In theropod news, Wang et al. (2018) published a new specimen of Iteravis, and agree with me that the genus is synonymous with Gansus zheni, but missed the whole ZooBank issue that gives zheni precedence over huchzermeyeri. Does zheni clade with Gansus in the Lori analysis? You gotta wait to see, though it is somewhat surprisingly the best basal Passer < - Enantiornis clade analysis yet, as it incorporates all of the Clarke bird characters and every Mesozoic taxon known from more than one element (except Gallornis... *cough*).
Also, Elzanowski et al. (2018) did an amazing job redescribing the skull of Confuciusornis, interpreting the supposed maxillary fenestra as a nasolacrimal foramen ('fl' in figure below). Mayr is a coauthor, and his expertise with extant birds and crushed Messel specimens clearly helped, as the cranial reconstruction makes so much sense when you compare other confuciusornithiform skulls. It's probably the most realistic Mesozoic bird skull drawing I've seen. One frustrating consequence of their description and 2017 paper on temporal fenestrae in modern birds is that fusion in the absence of developmental data makes it difficult to impossible to homologize features with ancestral theropod elements and processes. So we can't really say anything about the quadratojugal in Confuciusornis for instance.
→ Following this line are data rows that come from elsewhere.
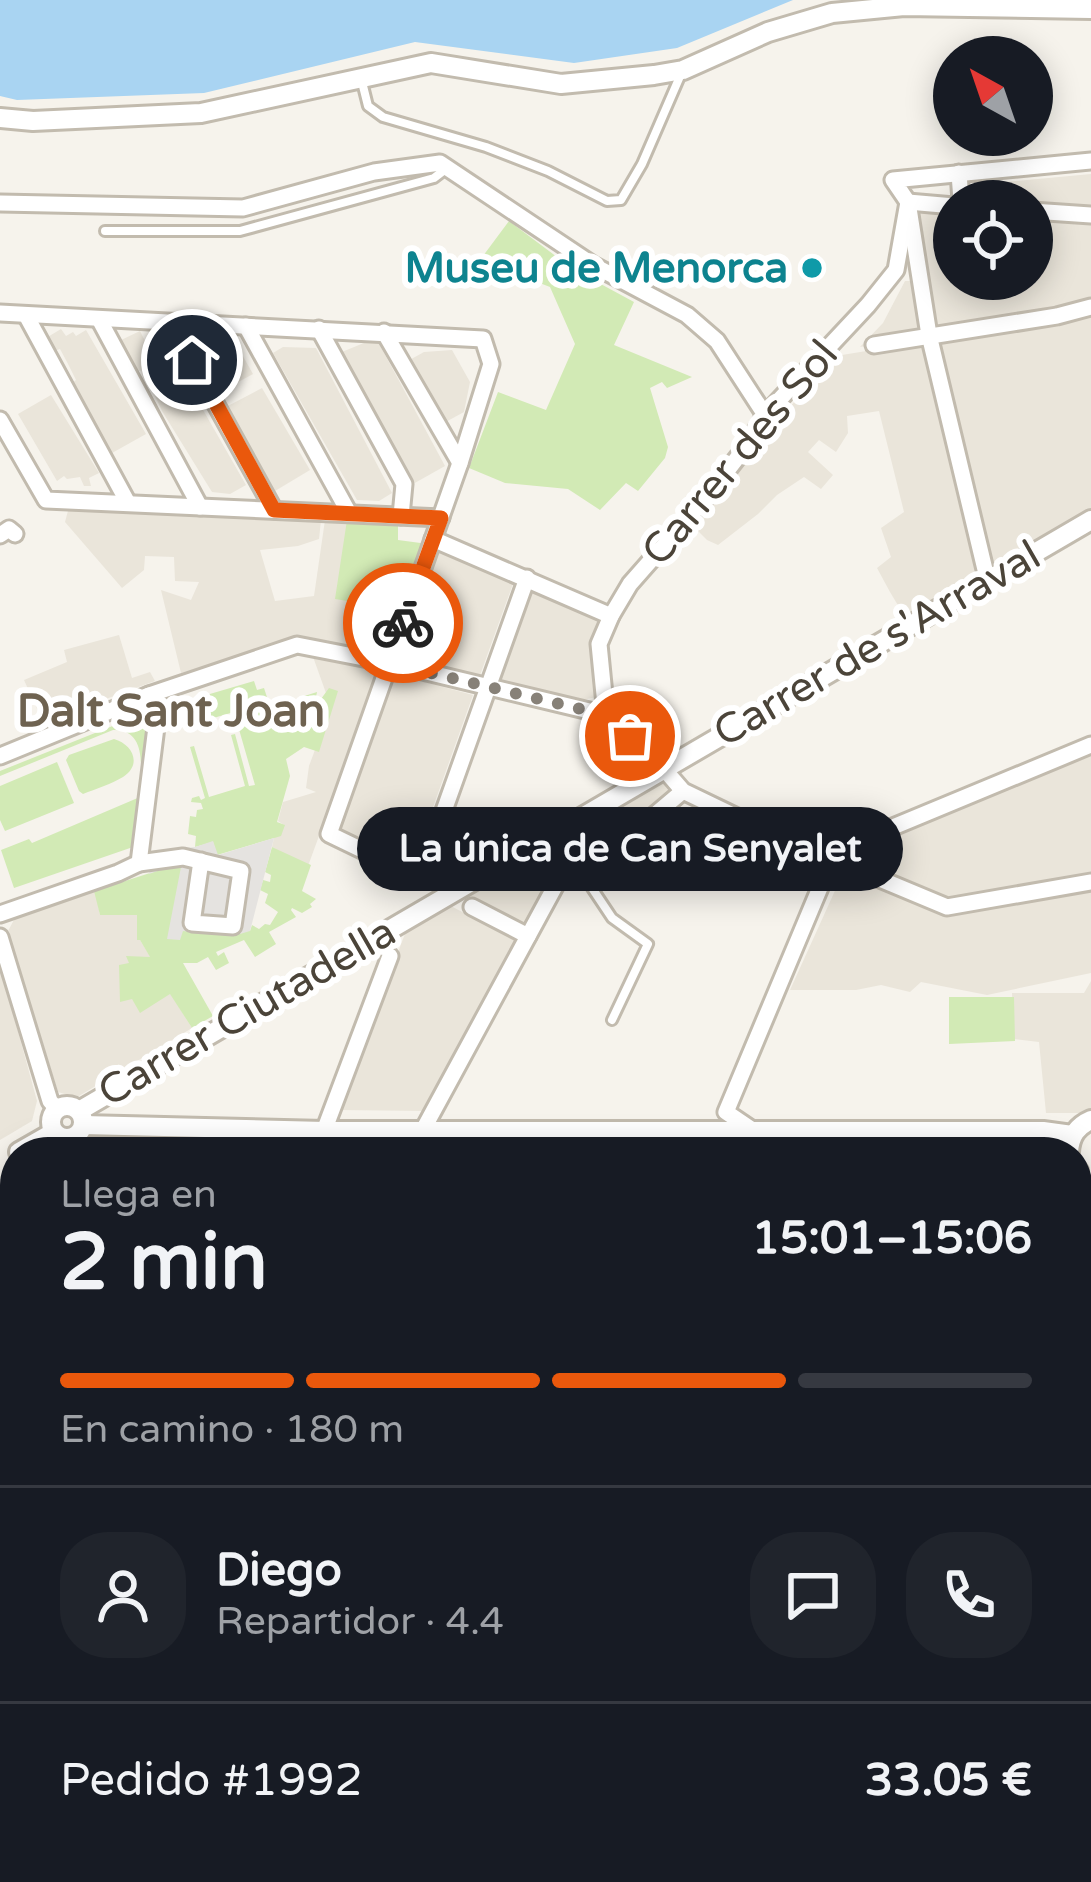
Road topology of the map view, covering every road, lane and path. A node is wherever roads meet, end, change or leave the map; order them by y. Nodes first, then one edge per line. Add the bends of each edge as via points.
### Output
1 (1086, 6) edge
2 (683, 70) junction
3 (361, 76) junction
4 (0, 118) edge
5 (1091, 161) edge
6 (448, 167) junction
7 (959, 173) junction
8 (959, 180) edge
9 (0, 202) edge
10 (908, 202) junction
11 (933, 202) edge
12 (1053, 212) edge
13 (1091, 215) edge
14 (105, 230) dead end
15 (1091, 307) edge
16 (0, 313) edge
17 (28, 317) junction
18 (99, 319) junction
19 (171, 322) junction
20 (246, 326) junction
21 (319, 329) junction
22 (384, 332) junction
23 (929, 335) junction
24 (874, 345) dead end
25 (765, 416) junction
26 (0, 420) edge
27 (460, 463) junction
28 (128, 503) junction
29 (200, 507) junction
30 (274, 510) junction
31 (349, 513) junction
32 (401, 516) junction
33 (441, 518) junction
34 (1086, 522) edge
35 (434, 539) junction
36 (1091, 543) edge
37 (526, 578) junction
38 (987, 578) junction
39 (611, 616) junction
40 (389, 663) junction
41 (488, 686) junction
42 (149, 694) junction
43 (606, 715) junction
44 (1091, 745) edge
45 (0, 756) edge
46 (664, 769) junction
47 (683, 791) junction
48 (826, 858) junction
49 (201, 861) junction
50 (140, 863) junction
51 (578, 867) junction
52 (1091, 882) edge
53 (472, 907) dead end
54 (0, 914) edge
55 (528, 936) junction
56 (0, 938) edge
57 (390, 956) dead end
58 (612, 1020) dead end
59 (57, 1109) junction
60 (81, 1118) junction
61 (423, 1130) junction
62 (324, 1131) junction
63 (396, 1131) junction
64 (54, 1132) junction
65 (756, 1132) junction
66 (45, 1137) edge
67 (66, 1137) edge
68 (70, 1137) edge
69 (391, 1137) edge
70 (539, 1137) edge
71 (689, 1137) edge
72 (1056, 1137) edge

1 - 2 street via 904,5 832,13
2 - 3 street via 560,83 431,63
2 - 3 lane via 642,164 621,200 607,201 486,147 383,117 368,106
3 - 4 street via 201,112
5 - 7 street
6 - 9 street via 374,172 243,208
6 - 14 lane via 434,178 240,231
6 - 25 street via 592,266 687,315 717,341
7 - 8 street
7 - 10 street via 893,180
10 - 11 street
10 - 23 street
10 - 25 street, Carrer des Sol via 896,270
12 - 13 street
15 - 23 street
16 - 17 street
17 - 18 street
17 - 28 street
18 - 19 street
18 - 29 street
19 - 20 street
19 - 30 street
20 - 21 street
20 - 31 street
21 - 22 street
21 - 32 street via 404,484
22 - 27 street
22 - 27 street via 483,338 491,364
23 - 24 street
23 - 38 street
25 - 39 street, Carrer des Sol
26 - 28 street via 46,500
27 - 33 street
28 - 29 street
29 - 30 street
30 - 31 street
31 - 32 street
32 - 33 street
33 - 35 street
34 - 36 street
34 - 38 street, Carrer de s'Arraval
35 - 37 street
35 - 40 street
37 - 39 street
37 - 41 street
38 - 46 street, Carrer de s'Arraval
39 - 43 street, Carrer des Sol via 599,644
40 - 41 street
40 - 41 street via 329,834 420,878
40 - 42 street via 297,645
41 - 43 street
42 - 45 street
42 - 50 street via 156,727
43 - 46 street
44 - 48 street
46 - 47 street
46 - 60 street, Carrer Ciutadella
47 - 48 street
47 - 51 street
48 - 52 street via 947,907
48 - 65 street via 726,1112
49 - 49 street via 192,923 233,926 241,871
49 - 50 street
50 - 54 street
51 - 55 street via 560,880
51 - 58 lane via 612,918 648,944
53 - 55 street
55 - 61 street
56 - 59 street
57 - 62 street
59 - 60 street via 70,1106
59 - 64 street
60 - 62 street
60 - 68 street
61 - 63 street
61 - 70 street
62 - 63 street
63 - 69 street
64 - 66 street, Carrer Ciutadella
64 - 67 street
65 - 71 street
65 - 72 street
With things like this and the Rauhut et al. (2018) Archaeopteryx paper describing a prefrontal in that genus, I wonder how much 'standard knowledge' of anatomy in a given genus would be exposed as uncertain to false given enough scrutiny by other experts.
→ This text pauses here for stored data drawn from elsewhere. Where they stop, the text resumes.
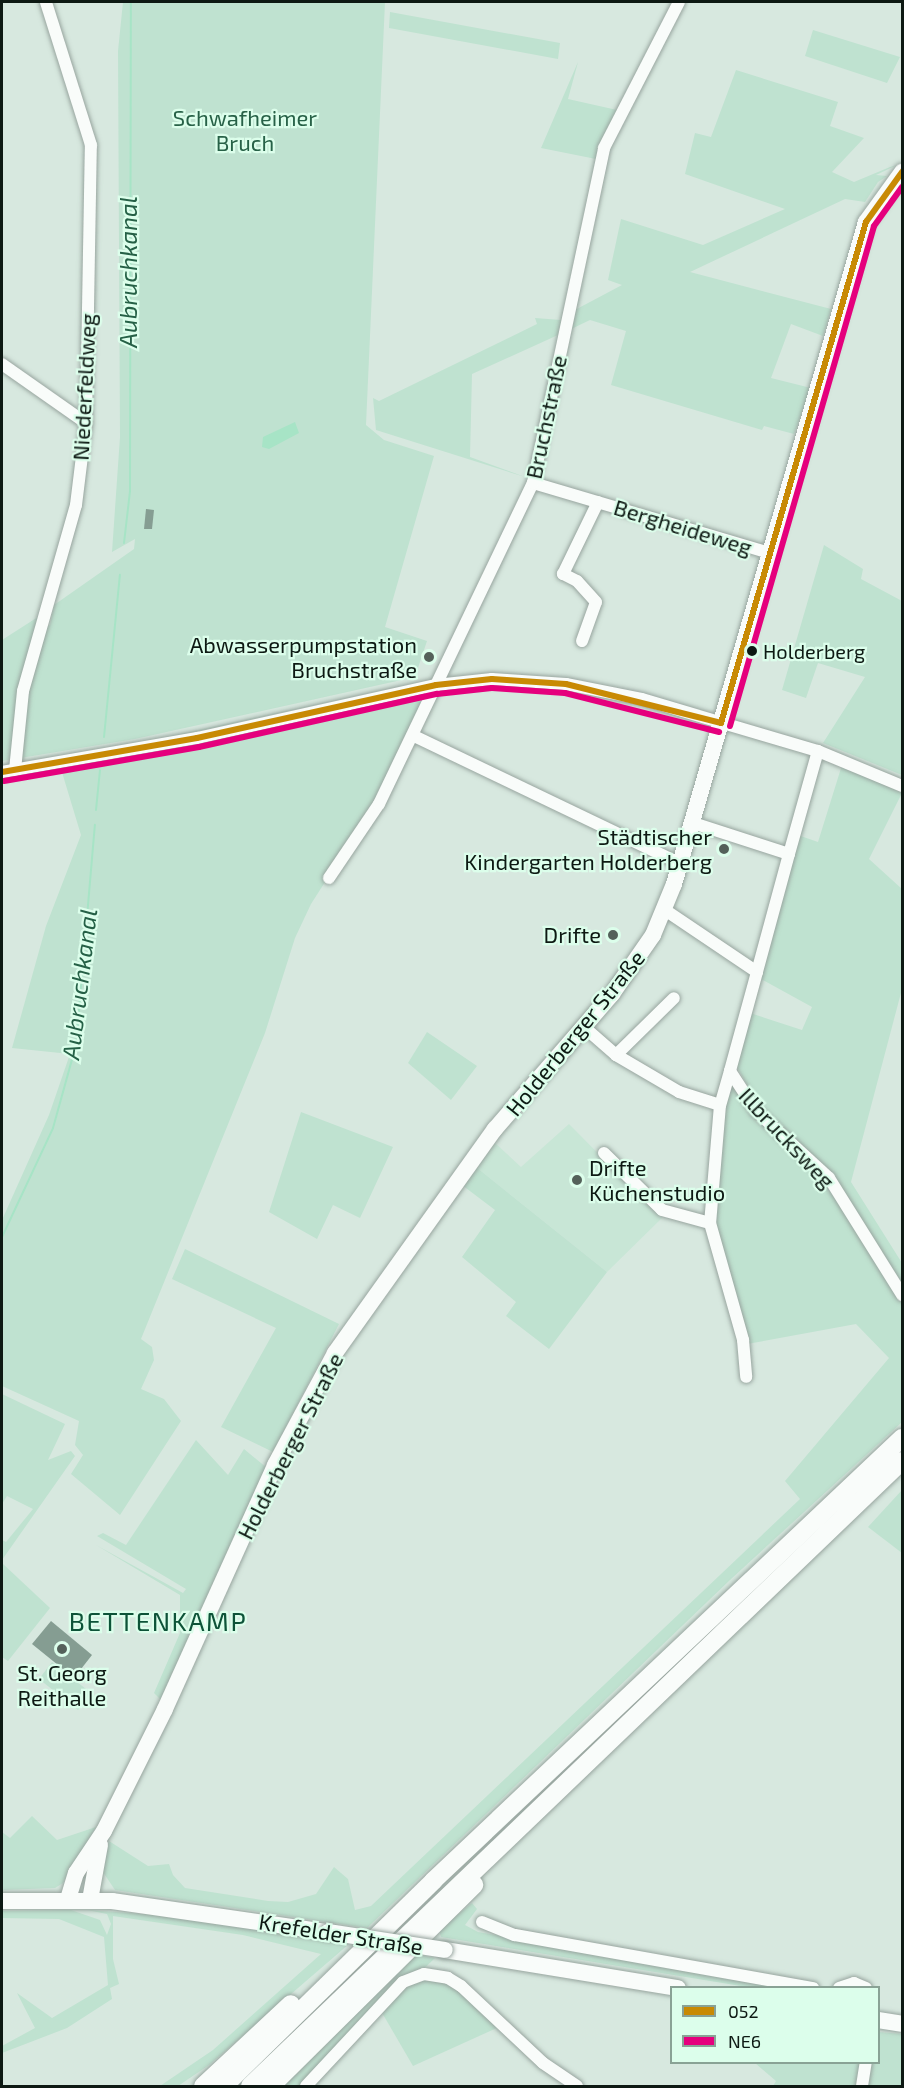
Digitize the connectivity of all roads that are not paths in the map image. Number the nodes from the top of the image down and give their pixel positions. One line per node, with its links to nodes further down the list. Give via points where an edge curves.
1 (46, 2): 5 (street, Niederfeldweg, via 90,145)
2 (678, 2): 6 (street, Bruchstraße, via 604,148)
3 (903, 172): 8 (main road, Holderberger Straße, via 866,222)
4 (2, 364): 5 (street)
5 (86, 423): 14 (street, Niederfeldweg, via 76,504 23,691)
6 (533, 483): 7 (street, Bergheideweg); 10 (street, Bruchstraße)
7 (598, 502): 8 (street, Bergheideweg); 9 (street, Bergheideweg, via 563,574 577,581 596,602)
8 (769, 553): 11 (main road, Holderberger Straße)
9 (582, 641)
10 (436, 685): 11 (street, via 492,679 566,684); 12 (street, Bruchstraße); 14 (street, via 197,738)
11 (721, 723): 13 (street); 17 (main road, Holderberger Straße)
12 (414, 736): 19 (street); 20 (street, Bruchstraße, via 379,804)
13 (818, 751): 16 (street); 18 (street, Illbrucksweg)
14 (15, 770): 15 (street)
15 (2, 772)
16 (903, 786)
17 (690, 822): 18 (street); 19 (main road, Holderberger Straße)
18 (789, 854): 22 (street, Illbrucksweg)
19 (679, 863): 21 (main road, Holderberger Straße)
20 (330, 878)
21 (665, 910): 22 (street); 24 (main road, Holderberger Straße, via 640,959)
22 (757, 972): 26 (street, Illbrucksweg)
23 (674, 998): 25 (street)
24 (584, 1027): 25 (street); 35 (main road, Holderberger Straße, via 489,1138 335,1353 275,1465 165,1710)
25 (616, 1055): 27 (street, via 678,1092)
26 (730, 1071): 27 (street); 30 (street, Illbrucksweg, via 756,1112 829,1178)
27 (720, 1105): 29 (street)
28 (604, 1153): 29 (street, via 662,1210)
29 (710, 1222): 31 (street, via 716,1258 743,1340)
30 (903, 1295)
31 (746, 1377)
32 (903, 1438): 36 (highway)
33 (903, 1461): 34 (highway)
34 (560, 1791): 52 (highway); 53 (highway, via 456,1905)
35 (104, 1831): 37 (main road, Holderberger Straße, via 76,1873); 38 (main road, Holderberger Straße)
36 (433, 1881): 45 (highway); 51 (highway)
37 (68, 1899): 38 (main road, Krefelder Straße); 39 (main road, Krefelder Straße)
38 (90, 1900): 44 (main road, Krefelder Straße, bridge, via 328,1932)
39 (2, 1901)
40 (482, 1922): 41 (street, via 525,1937)
41 (802, 1986)
42 (845, 1986): 43 (street)
43 (861, 1986)
44 (670, 1987)
45 (281, 2013): 49 (highway); 50 (highway)
46 (880, 2020): 47 (main road)
47 (903, 2024)
48 (866, 2064): 56 (street)
49 (193, 2086)
50 (203, 2086)
51 (224, 2086)
52 (250, 2086)
53 (271, 2086)
54 (306, 2086): 55 (street, via 412,1976 448,1978 543,2063)
55 (577, 2086)
56 (862, 2086)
|Cranial reconstruction of Confuciusornis sanctus in lateral view (A) with mandible in medial view (B) after Elzanowski et al. (2018).|
Finally, a description of the Citipati Big Auntie specimen IGM 100/1004 was just published this week (Norell et al., 2018). It's so similar in completeness and preservation to Big Mamma specimen IGM 100/978 that I thought the details on Conchoraptor and the Citipati holotype were most interesting, and am really looking forward to the AMNH papers on those specimens. The Oviraptor info is also good to have in the literature, but isn't new to me since I saw it in 2009. Well, the apparent baby oviraptorid hindlimb associated with the specimen is, but from my review of photos I took and those Senter took of a cast of the holotype before the manual elements were removed, I don't see where the juvenile tibia and metatarsals are in the holotype.
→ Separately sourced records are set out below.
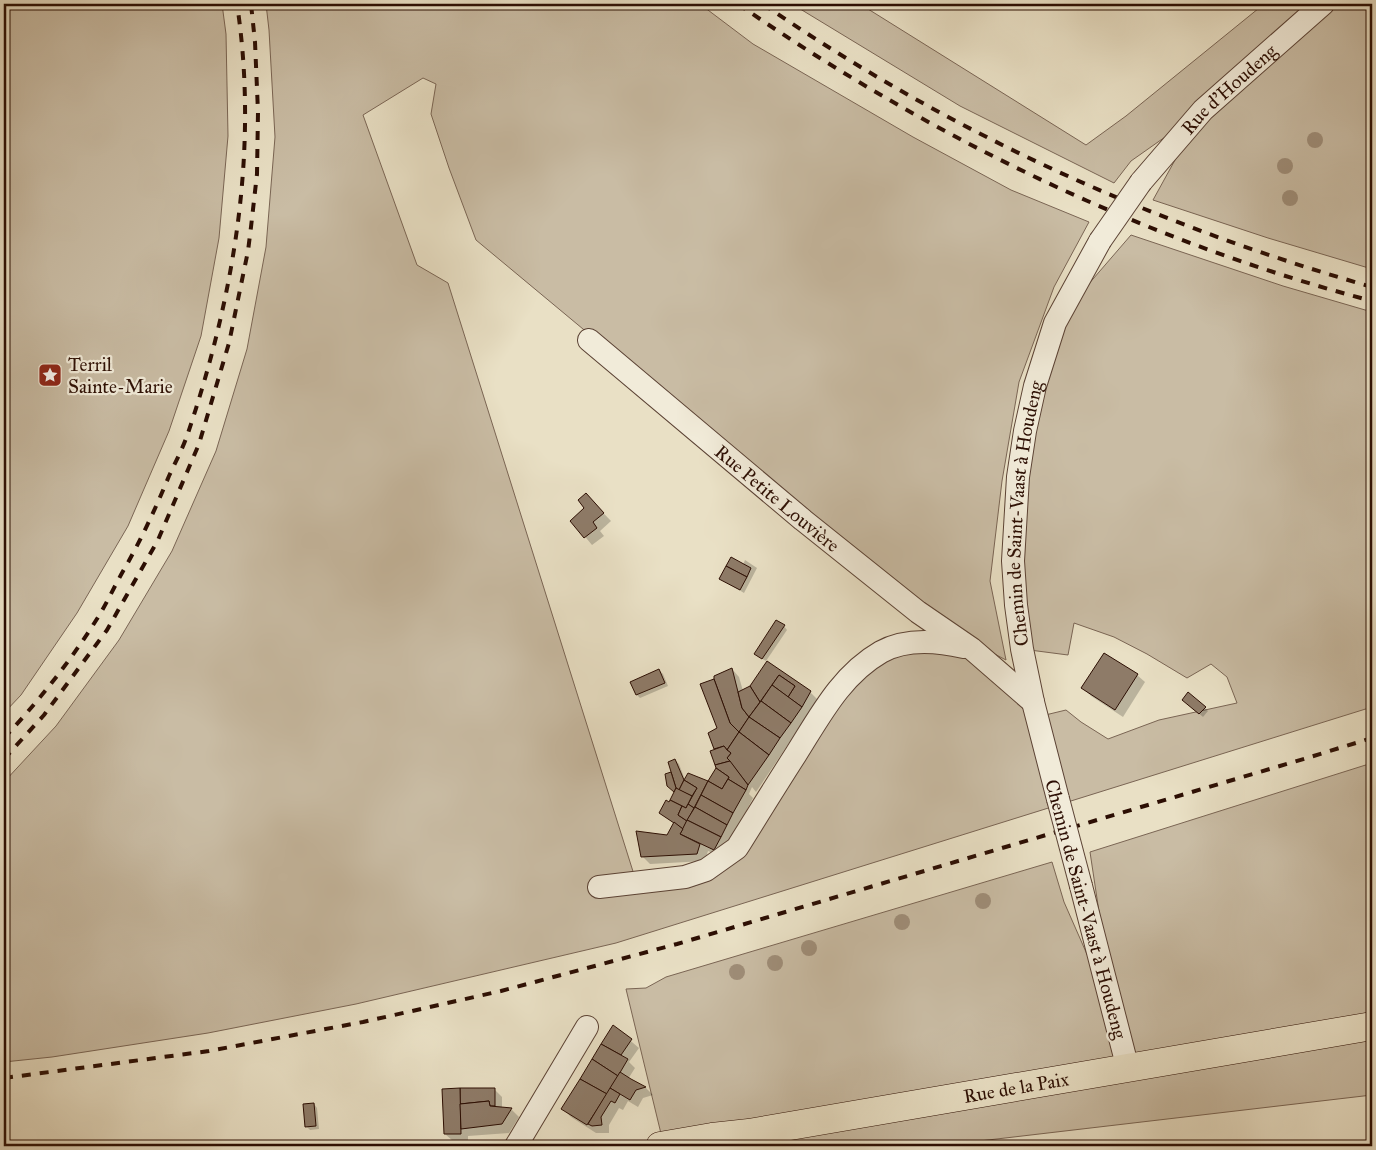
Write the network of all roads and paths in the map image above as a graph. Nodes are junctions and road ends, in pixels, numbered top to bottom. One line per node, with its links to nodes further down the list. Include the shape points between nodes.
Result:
1 (1323, 4): 2 (street, Rue d'Houdeng, via 1203,110)
2 (1141, 182): 5 (street, Chemin de Saint-Vaast à Houdeng, bridge, via 1100,241 1056,323 1035,386 1025,431 1018,477 1013,561 1018,622)
3 (589, 340): 4 (street, Rue Petite Louvière, via 902,600)
4 (972, 648): 5 (street, Rue Petite Louvière); 6 (street, via 946,643 911,644 882,651 856,670 833,695 737,848 706,870 685,877)
5 (1033, 702): 9 (street, Chemin de Saint-Vaast à Houdeng, bridge)
6 (599, 887)
7 (1372, 1026): 9 (main road, Rue de la Paix)
8 (587, 1027): 10 (street)
9 (1128, 1069): 11 (main road, Rue de la Paix)
10 (516, 1146)
11 (660, 1146)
|Dorsal vertebrae of Oviraptor philoceratops holotype AMNH 6517 (anterior to left) with proximal ribs, scapula in lower right. Courtesy of the AMNH.|
Let's try to make this blog a weekly thing again, if only in commentary.
References- Elzanowski and Mayr, 2017. Multiple origins of secondary temporal fenestrae and orbitozygomatic junctions in birds. Journal of Zoological Systematics and Evolutionary Research. 56(2), 248-269.
Elzanowski, Peters and Mayr, 2018. Cranial morphology of the Early Cretaceous bird Confuciusornis. Journal of Vertebrate Paleontology. e1439832.
Norell, Balanoff, Barta a nd Erickson, 2018. A second specimen of Citipati osmolskae associated with a nest of eggs from Ukhaa Tolgod, Omnogov Aimag, Mongolia. American Museum Novitates. 3899, 1-44.
Rauhut, Foth and Tischlinger, 2018. The oldest Archaeopteryx (Theropoda: Avialiae): A new specimen from the Kimmeridgian/Tithonian boundary of Schamhaupten, Bavaria. PeerJ. 6:e4191.
Wang, Huang, Hu, Liu, Peteya and Clarke, 2018. The earliest evidence for a supraorbital salt gland in dinosaurs in new Early Cretaceous ornithurines. Scientific Reports. 8:3969.